Consciousness may be explained by multiple, partly compatible theories rather than a single winner. A group of scientists representing different theories argue that various accounts often address different aspects or mechanistic levels of conscious experience, so they do not necessarily contradict each other. Instead, several theories may converge on fundamental neuronal mechanisms and be complementary, allowing multiple perspectives to simultaneously advance understanding. The authors advocate for unifying, integration-oriented approaches that combine valuable elements from diverse theories, an approach that has so far been largely neglected.
Simulating a simple computation in an artificial neural network, researchers recorded neuron activity during visual stimulation and replayed those signals back into the same neurons. This replay degraded the computation by erasing counterfactual activity patterns—alternative neural states that could have occurred—while leaving ongoing brain activity unchanged. This outcome reveals a disconnect between neural activity and computational structure, challenging the computational functionalist view that consciousness emerges from the right computations, whether in machines or biological brains.
Large language models are unlikely to become conscious because they lack three key features of biological consciousness. First, they do not receive the embodied, real-world sensory information that grounds human experience. Second, their architectures miss essential neural structures of the mammalian thalamocortical system linked to awareness. Third, the evolutionary and developmental processes that produced conscious living organisms—rooted in survival-driven action and multi-level cellular processes—have no counterpart in current artificial systems.

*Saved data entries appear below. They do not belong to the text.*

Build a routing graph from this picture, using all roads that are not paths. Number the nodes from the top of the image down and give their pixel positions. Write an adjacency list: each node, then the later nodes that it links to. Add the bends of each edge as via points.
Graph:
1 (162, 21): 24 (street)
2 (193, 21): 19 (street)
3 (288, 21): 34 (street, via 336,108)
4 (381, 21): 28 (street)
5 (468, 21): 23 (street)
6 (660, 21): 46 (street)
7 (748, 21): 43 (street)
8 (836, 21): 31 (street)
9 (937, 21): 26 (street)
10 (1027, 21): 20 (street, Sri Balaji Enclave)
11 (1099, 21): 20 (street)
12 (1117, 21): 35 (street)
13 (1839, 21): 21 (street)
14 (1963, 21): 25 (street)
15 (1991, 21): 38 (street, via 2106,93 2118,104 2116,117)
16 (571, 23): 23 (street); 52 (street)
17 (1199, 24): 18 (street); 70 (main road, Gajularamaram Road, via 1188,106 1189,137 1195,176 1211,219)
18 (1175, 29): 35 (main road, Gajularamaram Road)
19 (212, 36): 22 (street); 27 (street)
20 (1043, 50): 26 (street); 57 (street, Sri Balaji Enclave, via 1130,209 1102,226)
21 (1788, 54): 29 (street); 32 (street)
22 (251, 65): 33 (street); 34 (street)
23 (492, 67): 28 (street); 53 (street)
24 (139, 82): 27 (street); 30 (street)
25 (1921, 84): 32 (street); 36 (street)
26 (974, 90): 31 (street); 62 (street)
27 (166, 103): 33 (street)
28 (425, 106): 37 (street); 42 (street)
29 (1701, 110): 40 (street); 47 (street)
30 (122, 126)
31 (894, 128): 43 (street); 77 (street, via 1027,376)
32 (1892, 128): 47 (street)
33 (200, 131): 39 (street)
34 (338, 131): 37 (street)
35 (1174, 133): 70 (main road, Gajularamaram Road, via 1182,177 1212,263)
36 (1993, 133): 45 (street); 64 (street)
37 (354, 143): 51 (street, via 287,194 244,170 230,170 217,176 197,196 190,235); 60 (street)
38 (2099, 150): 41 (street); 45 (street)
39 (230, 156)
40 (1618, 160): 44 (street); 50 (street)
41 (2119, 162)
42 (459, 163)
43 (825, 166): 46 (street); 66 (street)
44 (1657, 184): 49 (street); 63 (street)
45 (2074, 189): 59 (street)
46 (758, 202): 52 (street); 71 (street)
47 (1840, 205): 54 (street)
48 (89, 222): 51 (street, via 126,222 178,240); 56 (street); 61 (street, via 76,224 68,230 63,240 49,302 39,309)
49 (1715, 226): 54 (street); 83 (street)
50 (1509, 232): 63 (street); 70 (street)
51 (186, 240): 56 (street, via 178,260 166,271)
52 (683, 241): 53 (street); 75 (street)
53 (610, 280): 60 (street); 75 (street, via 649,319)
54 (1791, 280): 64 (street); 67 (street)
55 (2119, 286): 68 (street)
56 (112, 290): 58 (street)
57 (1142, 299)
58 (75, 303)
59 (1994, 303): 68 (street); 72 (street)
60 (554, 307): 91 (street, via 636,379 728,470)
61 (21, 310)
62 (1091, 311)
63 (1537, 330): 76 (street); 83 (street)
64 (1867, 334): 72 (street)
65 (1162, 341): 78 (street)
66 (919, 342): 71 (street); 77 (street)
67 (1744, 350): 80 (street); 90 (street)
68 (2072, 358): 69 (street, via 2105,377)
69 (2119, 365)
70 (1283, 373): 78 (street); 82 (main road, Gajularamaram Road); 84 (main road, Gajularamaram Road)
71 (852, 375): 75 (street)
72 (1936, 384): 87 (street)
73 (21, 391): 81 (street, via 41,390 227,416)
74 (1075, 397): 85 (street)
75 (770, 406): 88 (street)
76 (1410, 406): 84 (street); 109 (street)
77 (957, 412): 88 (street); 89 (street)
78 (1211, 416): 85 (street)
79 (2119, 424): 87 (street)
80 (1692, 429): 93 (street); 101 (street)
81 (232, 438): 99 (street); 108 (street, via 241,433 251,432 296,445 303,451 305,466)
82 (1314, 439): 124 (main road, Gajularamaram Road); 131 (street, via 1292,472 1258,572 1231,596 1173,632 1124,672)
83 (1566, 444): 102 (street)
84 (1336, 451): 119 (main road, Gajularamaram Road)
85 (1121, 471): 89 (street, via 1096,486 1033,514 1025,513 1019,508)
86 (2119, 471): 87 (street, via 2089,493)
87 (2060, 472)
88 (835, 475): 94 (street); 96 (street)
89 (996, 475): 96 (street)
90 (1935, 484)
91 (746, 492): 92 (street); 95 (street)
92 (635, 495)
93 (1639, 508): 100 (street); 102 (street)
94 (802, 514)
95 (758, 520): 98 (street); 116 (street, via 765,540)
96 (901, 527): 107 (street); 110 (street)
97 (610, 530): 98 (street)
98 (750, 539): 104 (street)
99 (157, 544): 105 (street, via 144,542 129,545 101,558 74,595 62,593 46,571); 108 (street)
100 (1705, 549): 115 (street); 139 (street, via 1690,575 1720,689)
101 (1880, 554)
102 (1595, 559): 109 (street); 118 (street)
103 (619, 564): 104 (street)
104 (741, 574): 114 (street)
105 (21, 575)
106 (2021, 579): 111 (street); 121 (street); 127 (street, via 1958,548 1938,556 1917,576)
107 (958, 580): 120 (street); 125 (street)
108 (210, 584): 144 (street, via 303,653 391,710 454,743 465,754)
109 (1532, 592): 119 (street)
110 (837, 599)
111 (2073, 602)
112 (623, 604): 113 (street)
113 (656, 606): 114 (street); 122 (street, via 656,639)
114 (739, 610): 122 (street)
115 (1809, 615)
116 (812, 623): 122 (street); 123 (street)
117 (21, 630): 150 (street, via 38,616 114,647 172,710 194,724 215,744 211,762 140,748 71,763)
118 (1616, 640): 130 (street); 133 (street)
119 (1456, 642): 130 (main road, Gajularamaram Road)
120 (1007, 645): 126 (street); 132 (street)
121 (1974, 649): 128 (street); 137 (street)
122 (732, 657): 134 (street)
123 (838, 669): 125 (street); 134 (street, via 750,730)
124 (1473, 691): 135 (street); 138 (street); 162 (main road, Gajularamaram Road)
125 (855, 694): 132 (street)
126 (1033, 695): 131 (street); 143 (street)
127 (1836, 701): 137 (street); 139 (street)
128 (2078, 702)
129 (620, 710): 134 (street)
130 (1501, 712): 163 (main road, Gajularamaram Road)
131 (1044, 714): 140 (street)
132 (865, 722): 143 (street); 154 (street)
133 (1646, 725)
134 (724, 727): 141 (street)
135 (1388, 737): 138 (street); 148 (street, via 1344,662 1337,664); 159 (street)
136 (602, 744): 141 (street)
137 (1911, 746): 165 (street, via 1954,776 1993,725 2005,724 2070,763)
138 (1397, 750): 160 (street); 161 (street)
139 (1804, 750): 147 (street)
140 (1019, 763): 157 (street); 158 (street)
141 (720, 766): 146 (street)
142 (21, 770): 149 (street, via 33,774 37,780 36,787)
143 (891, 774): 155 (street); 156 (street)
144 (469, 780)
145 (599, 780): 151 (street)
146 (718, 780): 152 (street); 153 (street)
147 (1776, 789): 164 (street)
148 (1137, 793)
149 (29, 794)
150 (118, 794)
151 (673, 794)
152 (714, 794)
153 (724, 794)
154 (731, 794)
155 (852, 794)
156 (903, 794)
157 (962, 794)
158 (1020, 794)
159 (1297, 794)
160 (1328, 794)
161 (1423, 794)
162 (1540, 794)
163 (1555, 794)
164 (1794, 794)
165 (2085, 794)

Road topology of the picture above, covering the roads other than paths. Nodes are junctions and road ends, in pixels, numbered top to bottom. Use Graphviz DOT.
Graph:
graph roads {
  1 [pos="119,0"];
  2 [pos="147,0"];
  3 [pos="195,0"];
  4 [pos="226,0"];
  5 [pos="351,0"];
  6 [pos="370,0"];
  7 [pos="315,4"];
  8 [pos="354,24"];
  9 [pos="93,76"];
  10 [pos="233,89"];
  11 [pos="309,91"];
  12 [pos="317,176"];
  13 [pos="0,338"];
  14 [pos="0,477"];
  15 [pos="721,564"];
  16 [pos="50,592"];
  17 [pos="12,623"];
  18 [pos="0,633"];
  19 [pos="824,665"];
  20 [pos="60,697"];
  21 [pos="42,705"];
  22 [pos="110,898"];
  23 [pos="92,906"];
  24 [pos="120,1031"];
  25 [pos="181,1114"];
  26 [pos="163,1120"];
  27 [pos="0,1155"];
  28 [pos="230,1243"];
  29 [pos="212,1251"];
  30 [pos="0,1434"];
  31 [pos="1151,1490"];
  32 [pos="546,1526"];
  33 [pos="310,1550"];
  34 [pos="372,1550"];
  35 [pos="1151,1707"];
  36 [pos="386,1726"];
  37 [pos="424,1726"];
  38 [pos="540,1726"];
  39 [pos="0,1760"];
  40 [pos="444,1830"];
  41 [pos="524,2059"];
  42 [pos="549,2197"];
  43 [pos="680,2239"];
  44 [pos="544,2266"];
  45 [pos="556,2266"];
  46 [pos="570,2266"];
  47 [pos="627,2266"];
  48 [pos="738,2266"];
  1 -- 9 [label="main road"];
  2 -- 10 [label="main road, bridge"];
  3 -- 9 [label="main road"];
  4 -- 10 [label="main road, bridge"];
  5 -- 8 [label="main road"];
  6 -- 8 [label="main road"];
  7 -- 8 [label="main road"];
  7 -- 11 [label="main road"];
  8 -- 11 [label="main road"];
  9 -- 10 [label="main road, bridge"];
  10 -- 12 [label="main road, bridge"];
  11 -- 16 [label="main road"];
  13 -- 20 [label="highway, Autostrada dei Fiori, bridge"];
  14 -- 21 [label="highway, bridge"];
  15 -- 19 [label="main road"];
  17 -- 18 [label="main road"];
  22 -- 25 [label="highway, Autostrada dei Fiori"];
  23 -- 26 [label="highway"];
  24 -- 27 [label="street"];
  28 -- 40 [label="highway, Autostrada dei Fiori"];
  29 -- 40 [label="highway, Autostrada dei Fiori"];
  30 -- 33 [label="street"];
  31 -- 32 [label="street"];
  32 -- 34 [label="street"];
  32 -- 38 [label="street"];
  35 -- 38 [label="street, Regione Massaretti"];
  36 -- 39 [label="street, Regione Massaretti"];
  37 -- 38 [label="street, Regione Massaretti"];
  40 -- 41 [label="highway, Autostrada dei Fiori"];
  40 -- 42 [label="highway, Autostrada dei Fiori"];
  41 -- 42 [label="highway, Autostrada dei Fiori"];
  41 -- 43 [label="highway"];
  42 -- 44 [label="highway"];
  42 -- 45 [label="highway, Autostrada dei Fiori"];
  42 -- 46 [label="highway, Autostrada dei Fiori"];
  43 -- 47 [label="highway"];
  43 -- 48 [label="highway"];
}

Integrated information, a proposed signature of consciousness, is maximized in a biophysical network model when the nonspecific thalamus drives thick-tufted layer 5 pyramidal neurons into a regime of time-varying synchronous bursting. In this regime, variable spiking dynamics with broad pairwise correlations support enhanced integrated information. The peak in integrated information coincides with criticality signatures and empirically observed layer 5 pyramidal bursting rates. These findings suggest that the thalamocortical core of the mammalian brain may be evolutionarily configured to optimize effective information processing, offering a potential neuronal mechanism linking microscale theories to macroscale signatures of consciousness.